Assignment | Collect all lines below with the string "pinky".

Records from a collection:
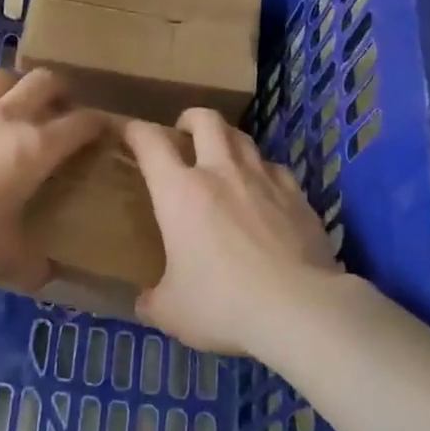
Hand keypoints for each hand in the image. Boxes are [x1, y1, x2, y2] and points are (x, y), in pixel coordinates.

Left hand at [0, 68, 104, 290]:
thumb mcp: (3, 261)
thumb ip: (31, 265)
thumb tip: (44, 274)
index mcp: (35, 148)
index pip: (81, 122)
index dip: (98, 123)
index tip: (104, 130)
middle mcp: (5, 117)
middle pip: (43, 79)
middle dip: (60, 90)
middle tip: (60, 110)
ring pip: (1, 78)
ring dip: (16, 88)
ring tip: (13, 110)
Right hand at [125, 108, 340, 355]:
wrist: (300, 309)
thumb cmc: (222, 304)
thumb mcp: (171, 312)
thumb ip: (152, 301)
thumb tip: (144, 302)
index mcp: (179, 192)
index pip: (150, 142)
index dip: (135, 130)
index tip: (129, 133)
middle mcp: (221, 173)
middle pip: (206, 121)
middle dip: (190, 119)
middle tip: (183, 134)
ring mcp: (264, 181)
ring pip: (244, 138)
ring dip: (228, 140)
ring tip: (223, 158)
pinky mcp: (298, 198)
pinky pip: (276, 169)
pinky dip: (263, 171)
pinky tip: (264, 190)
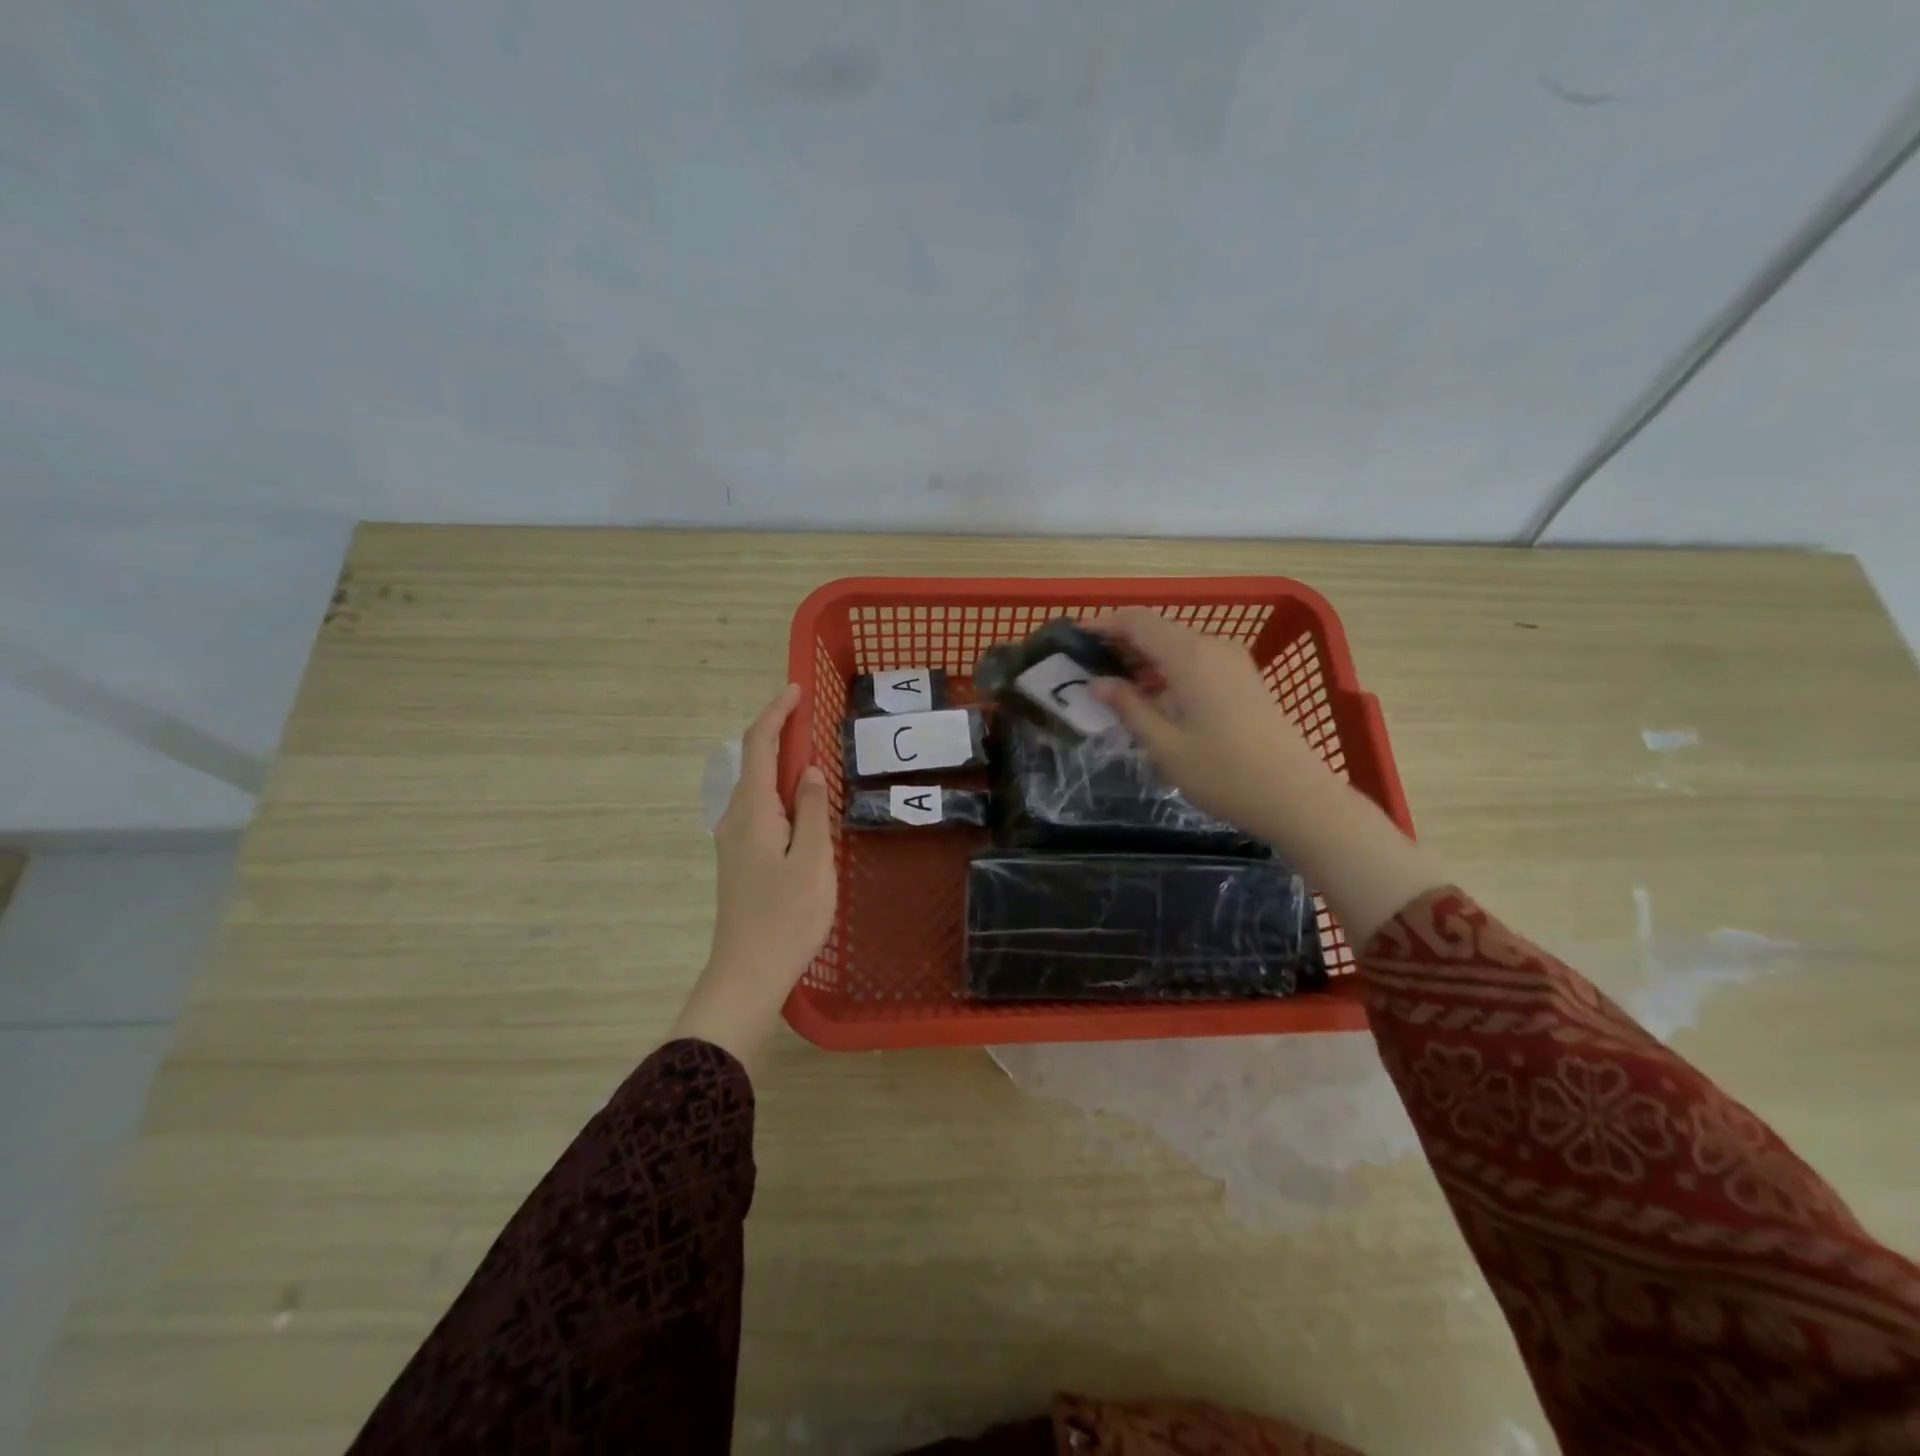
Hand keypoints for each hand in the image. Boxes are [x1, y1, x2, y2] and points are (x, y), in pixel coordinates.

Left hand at [673, 684, 834, 1067]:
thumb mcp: (813, 861)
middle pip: (754, 762)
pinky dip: (781, 791)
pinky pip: (760, 808)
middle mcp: (735, 818)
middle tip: (816, 722)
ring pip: (757, 787)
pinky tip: (805, 805)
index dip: (776, 713)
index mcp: (752, 811)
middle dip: (780, 734)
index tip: (796, 690)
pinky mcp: (740, 859)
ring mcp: (734, 840)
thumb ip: (814, 811)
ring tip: (817, 758)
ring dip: (782, 764)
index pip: (759, 745)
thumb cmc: (786, 917)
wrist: (747, 974)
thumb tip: (812, 770)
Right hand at [1093, 608, 1442, 944]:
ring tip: (1113, 684)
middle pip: (1158, 629)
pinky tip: (1153, 697)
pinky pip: (1196, 660)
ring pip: (1178, 645)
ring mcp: (1233, 662)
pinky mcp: (1244, 679)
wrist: (1296, 796)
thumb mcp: (1165, 745)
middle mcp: (1213, 648)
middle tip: (1086, 666)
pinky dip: (1168, 669)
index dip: (1103, 624)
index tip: (1074, 637)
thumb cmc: (1224, 773)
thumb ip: (1129, 707)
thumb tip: (1097, 683)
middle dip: (1120, 641)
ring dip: (1144, 657)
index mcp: (1190, 657)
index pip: (1137, 621)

Worked solution |
pinky mcp: (298, 198)
pinky pip: (276, 169)
pinky dip: (263, 171)
pinky tip: (264, 190)
pinky dip: (781, 791)
pinky pip: (760, 808)
pinky tip: (805, 805)
pinky mcp: (740, 859)
pinky tip: (1153, 697)
pinky pip: (1196, 660)
pinky mcp: (1244, 679)
pinky dip: (1168, 669)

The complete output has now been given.